***** Material for the task
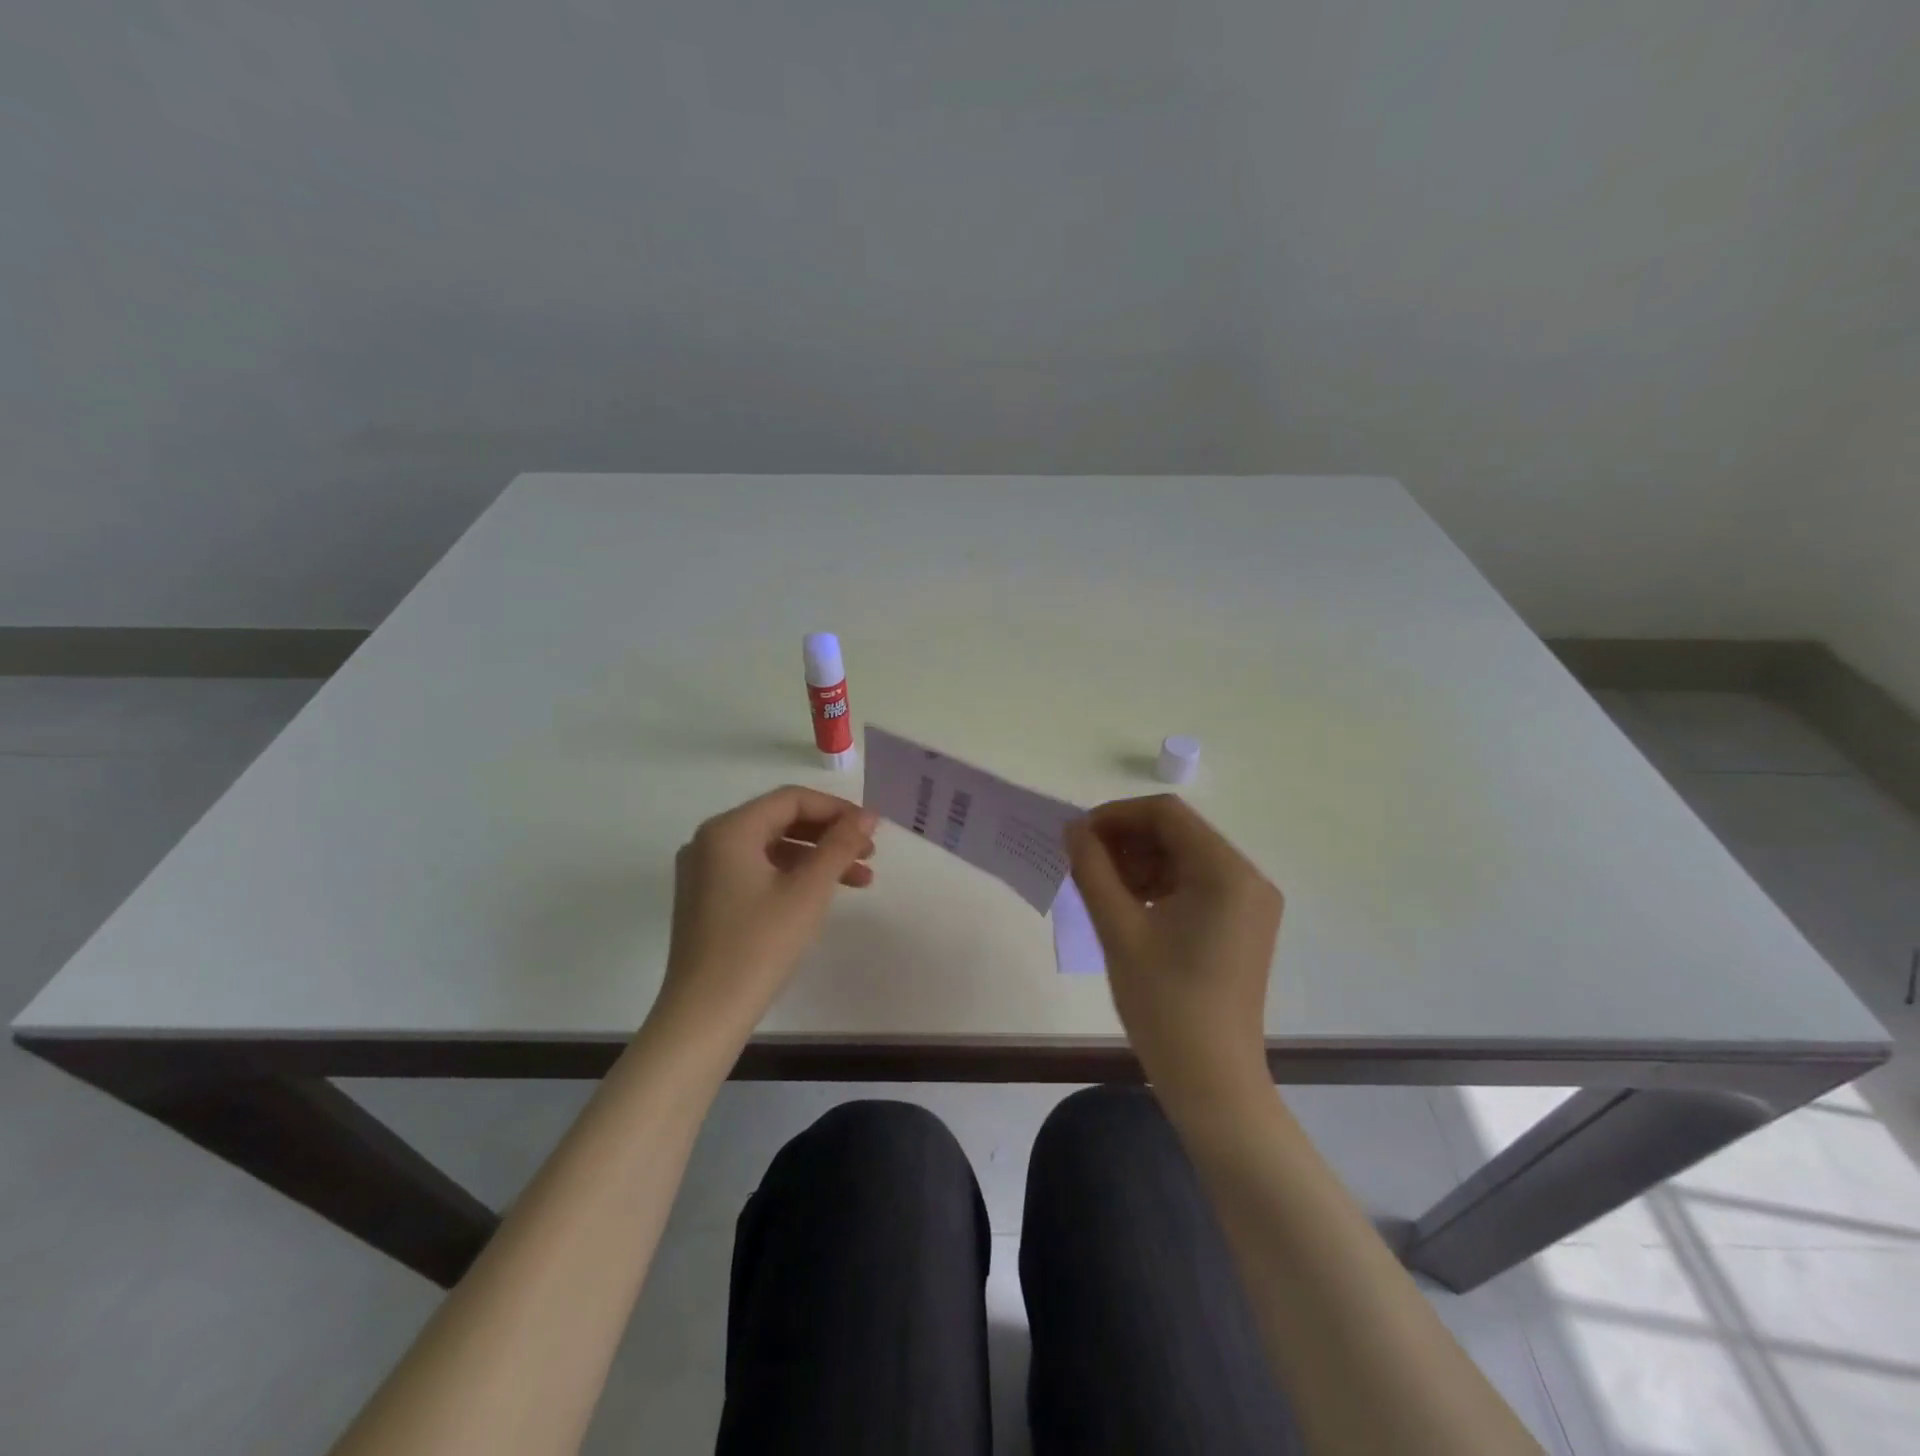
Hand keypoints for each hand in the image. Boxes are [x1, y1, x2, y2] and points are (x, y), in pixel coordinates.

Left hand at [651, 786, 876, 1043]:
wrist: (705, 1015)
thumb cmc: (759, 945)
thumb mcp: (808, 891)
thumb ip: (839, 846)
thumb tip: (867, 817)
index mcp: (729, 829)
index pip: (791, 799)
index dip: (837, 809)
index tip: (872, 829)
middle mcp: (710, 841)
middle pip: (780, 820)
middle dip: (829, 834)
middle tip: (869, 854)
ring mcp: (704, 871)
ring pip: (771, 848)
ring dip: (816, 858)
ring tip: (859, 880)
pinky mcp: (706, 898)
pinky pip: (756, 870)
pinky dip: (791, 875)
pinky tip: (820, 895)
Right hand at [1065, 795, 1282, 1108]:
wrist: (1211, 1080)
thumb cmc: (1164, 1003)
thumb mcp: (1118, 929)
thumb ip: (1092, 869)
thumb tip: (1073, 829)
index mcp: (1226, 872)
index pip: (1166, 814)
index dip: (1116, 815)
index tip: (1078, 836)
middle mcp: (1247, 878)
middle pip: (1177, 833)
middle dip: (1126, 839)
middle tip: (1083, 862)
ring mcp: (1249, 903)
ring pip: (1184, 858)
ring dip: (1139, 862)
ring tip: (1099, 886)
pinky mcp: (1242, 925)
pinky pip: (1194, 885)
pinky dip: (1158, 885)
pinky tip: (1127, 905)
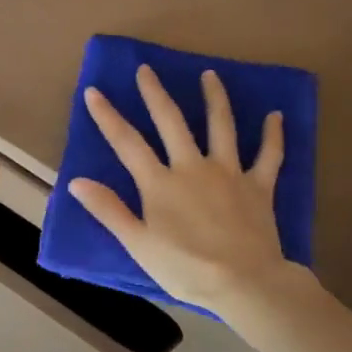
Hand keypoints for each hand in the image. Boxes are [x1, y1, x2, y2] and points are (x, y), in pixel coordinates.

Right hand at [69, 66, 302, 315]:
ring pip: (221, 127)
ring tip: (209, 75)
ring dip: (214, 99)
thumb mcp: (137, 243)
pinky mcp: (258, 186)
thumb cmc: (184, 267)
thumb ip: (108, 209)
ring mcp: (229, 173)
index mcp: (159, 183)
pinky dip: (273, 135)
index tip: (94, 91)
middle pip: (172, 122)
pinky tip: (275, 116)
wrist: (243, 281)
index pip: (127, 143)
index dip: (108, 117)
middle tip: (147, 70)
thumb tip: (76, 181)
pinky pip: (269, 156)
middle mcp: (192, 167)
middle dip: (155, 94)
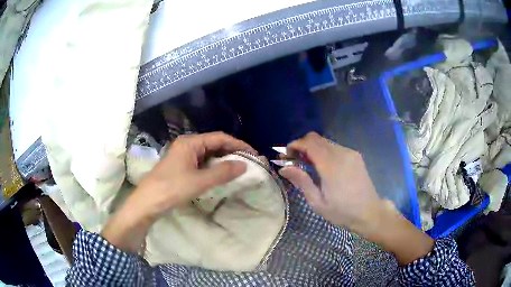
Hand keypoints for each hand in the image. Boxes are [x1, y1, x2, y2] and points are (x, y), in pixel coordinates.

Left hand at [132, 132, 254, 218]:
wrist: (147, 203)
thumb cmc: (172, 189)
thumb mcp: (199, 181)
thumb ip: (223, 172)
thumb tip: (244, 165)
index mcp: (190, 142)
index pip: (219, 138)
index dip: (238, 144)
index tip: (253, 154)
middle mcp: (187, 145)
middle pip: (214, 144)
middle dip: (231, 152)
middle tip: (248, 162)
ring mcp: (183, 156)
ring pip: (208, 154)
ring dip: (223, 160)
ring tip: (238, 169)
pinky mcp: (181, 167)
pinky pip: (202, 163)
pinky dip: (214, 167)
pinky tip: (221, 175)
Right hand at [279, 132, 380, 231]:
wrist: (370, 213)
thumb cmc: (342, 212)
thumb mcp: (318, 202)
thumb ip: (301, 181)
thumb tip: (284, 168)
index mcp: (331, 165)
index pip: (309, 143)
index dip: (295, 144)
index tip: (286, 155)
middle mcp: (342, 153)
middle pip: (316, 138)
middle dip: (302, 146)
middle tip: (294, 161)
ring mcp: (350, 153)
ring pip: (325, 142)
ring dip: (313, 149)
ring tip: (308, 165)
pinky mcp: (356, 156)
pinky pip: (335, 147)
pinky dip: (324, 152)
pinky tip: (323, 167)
**********
| Work to complete |
Above are the records; from them, give again exactly the lines from the one containing "ring dip: (816, 858)" through the one containing "middle tip: (1083, 862)", both included.

| Result |
ring dip: (816, 858)
ring tip: (859, 880)
pinky mcp: (706, 898)
pinky pip: (756, 870)
pinky dip: (791, 875)
pinky tip: (820, 895)
Right hand at [1065, 795, 1282, 1108]:
wrist: (1211, 1080)
thumb cmc: (1164, 1003)
thumb mcp: (1118, 929)
thumb ip: (1092, 869)
thumb tip: (1073, 829)
index mcp: (1226, 872)
index pip: (1166, 814)
index dip: (1116, 815)
index tip: (1078, 836)
middle mcp: (1247, 878)
middle pip: (1177, 833)
middle dip: (1126, 839)
middle tip: (1083, 862)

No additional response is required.